# [Listed entries]
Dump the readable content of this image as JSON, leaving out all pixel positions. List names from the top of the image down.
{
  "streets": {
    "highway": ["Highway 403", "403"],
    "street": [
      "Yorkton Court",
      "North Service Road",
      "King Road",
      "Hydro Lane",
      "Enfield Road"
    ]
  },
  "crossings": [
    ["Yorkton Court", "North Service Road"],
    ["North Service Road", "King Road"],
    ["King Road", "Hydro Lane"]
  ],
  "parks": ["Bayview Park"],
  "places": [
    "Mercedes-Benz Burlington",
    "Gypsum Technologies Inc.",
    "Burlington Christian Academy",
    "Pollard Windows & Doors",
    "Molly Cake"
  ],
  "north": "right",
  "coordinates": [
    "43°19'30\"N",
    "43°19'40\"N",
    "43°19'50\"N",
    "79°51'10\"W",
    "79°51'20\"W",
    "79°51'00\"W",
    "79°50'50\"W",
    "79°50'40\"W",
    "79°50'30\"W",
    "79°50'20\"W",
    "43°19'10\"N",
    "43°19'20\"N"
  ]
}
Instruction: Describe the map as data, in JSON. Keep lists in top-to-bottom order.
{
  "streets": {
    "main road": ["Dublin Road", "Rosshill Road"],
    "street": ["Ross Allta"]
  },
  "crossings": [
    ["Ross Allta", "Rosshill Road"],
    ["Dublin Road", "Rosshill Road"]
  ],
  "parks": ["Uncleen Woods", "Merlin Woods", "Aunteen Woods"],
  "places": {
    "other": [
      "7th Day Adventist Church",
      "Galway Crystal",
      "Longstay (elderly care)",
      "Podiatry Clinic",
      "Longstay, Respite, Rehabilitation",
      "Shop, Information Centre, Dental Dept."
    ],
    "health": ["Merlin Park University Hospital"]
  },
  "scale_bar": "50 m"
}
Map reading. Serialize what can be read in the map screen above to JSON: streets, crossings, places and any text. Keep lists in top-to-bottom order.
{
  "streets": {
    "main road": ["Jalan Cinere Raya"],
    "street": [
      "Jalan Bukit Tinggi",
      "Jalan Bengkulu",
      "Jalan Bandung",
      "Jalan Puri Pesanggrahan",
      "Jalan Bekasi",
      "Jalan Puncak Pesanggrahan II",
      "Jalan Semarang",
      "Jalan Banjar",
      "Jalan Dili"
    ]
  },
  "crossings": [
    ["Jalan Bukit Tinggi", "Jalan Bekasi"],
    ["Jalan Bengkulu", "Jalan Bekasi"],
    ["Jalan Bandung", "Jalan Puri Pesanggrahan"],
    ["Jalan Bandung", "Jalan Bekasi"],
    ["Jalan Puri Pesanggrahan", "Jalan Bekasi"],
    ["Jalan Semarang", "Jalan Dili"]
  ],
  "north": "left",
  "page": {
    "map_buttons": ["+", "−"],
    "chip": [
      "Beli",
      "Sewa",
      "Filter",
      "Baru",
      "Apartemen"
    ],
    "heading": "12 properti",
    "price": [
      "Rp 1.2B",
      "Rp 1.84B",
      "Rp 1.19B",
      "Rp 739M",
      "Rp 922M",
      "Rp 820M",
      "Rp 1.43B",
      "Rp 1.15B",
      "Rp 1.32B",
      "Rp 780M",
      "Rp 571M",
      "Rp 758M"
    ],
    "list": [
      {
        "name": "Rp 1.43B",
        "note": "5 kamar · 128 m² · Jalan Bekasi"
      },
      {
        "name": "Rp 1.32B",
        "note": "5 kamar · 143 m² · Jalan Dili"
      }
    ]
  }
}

# [Problem statement]
Only lines that contain the string "Merlin" count; pick each one out of the records and copy it.

# [Expected answer]
  "parks": ["Uncleen Woods", "Merlin Woods", "Aunteen Woods"],
    "health": ["Merlin Park University Hospital"]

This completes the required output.